* [Exercise requirements]: Every line of the listing that follows must be written out unchanged.

═══ Input ═══

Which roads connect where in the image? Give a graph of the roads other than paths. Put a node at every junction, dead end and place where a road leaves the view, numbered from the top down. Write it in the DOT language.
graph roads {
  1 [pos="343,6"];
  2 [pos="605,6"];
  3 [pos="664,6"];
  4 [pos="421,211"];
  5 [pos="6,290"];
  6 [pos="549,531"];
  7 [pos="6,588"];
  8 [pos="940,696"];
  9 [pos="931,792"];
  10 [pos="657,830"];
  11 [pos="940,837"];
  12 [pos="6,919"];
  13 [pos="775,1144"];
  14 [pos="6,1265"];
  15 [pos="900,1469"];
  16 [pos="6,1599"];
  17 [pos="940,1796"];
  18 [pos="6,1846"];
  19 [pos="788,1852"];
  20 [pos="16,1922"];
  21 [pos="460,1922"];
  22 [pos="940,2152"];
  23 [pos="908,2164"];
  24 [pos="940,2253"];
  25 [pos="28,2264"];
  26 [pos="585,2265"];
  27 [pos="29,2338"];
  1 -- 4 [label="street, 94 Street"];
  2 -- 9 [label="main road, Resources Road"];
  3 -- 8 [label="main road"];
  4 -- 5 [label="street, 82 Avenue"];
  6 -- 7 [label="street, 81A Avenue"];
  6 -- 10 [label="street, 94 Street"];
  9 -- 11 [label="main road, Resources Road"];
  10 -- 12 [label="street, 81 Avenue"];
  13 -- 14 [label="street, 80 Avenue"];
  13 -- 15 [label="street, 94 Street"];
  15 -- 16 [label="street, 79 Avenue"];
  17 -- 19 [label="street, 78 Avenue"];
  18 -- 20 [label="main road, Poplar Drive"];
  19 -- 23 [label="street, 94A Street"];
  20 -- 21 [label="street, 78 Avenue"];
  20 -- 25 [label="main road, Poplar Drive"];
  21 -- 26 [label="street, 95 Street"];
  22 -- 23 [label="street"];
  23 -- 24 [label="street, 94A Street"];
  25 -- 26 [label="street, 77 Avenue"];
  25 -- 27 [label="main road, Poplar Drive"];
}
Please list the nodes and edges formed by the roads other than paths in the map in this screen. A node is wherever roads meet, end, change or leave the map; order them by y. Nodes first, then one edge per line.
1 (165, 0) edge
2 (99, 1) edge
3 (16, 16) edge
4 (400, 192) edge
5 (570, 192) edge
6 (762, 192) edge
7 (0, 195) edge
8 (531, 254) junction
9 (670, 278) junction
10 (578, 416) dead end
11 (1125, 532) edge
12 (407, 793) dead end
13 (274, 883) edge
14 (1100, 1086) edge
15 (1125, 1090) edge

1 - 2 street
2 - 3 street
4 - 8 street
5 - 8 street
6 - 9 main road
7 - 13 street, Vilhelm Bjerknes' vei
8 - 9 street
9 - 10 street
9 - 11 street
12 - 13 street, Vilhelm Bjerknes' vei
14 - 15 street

═══

* [Reply]:
Which roads connect where in the image? Give a graph of the roads other than paths. Put a node at every junction, dead end and place where a road leaves the view, numbered from the top down. Write it in the DOT language.
graph roads {
  1 [pos="343,6"];
  2 [pos="605,6"];
  3 [pos="664,6"];
  4 [pos="421,211"];
  5 [pos="6,290"];
  6 [pos="549,531"];
  7 [pos="6,588"];
  8 [pos="940,696"];
  9 [pos="931,792"];
  10 [pos="657,830"];
  11 [pos="940,837"];
  12 [pos="6,919"];
  13 [pos="775,1144"];
  14 [pos="6,1265"];
  15 [pos="900,1469"];
  16 [pos="6,1599"];
  17 [pos="940,1796"];
  18 [pos="6,1846"];
  19 [pos="788,1852"];
  20 [pos="16,1922"];
  21 [pos="460,1922"];
  22 [pos="940,2152"];
  23 [pos="908,2164"];
  24 [pos="940,2253"];
  25 [pos="28,2264"];
  26 [pos="585,2265"];
  27 [pos="29,2338"];
  1 -- 4 [label="street, 94 Street"];
  2 -- 9 [label="main road, Resources Road"];
  3 -- 8 [label="main road"];
  4 -- 5 [label="street, 82 Avenue"];
  6 -- 7 [label="street, 81A Avenue"];
  6 -- 10 [label="street, 94 Street"];
  9 -- 11 [label="main road, Resources Road"];
  10 -- 12 [label="street, 81 Avenue"];
  13 -- 14 [label="street, 80 Avenue"];
  13 -- 15 [label="street, 94 Street"];
  15 -- 16 [label="street, 79 Avenue"];
  17 -- 19 [label="street, 78 Avenue"];
  18 -- 20 [label="main road, Poplar Drive"];
  19 -- 23 [label="street, 94A Street"];
  20 -- 21 [label="street, 78 Avenue"];
  20 -- 25 [label="main road, Poplar Drive"];
  21 -- 26 [label="street, 95 Street"];
  22 -- 23 [label="street"];
  23 -- 24 [label="street, 94A Street"];
  25 -- 26 [label="street, 77 Avenue"];
  25 -- 27 [label="main road, Poplar Drive"];
}
Please list the nodes and edges formed by the roads other than paths in the map in this screen. A node is wherever roads meet, end, change or leave the map; order them by y. Nodes first, then one edge per line.
1 (165, 0) edge
2 (99, 1) edge
3 (16, 16) edge
4 (400, 192) edge
5 (570, 192) edge
6 (762, 192) edge
7 (0, 195) edge
8 (531, 254) junction
9 (670, 278) junction
10 (578, 416) dead end
11 (1125, 532) edge
12 (407, 793) dead end
13 (274, 883) edge
14 (1100, 1086) edge
15 (1125, 1090) edge

1 - 2 street
2 - 3 street
4 - 8 street
5 - 8 street
6 - 9 main road
7 - 13 street, Vilhelm Bjerknes' vei
8 - 9 street
9 - 10 street
9 - 11 street
12 - 13 street, Vilhelm Bjerknes' vei
14 - 15 street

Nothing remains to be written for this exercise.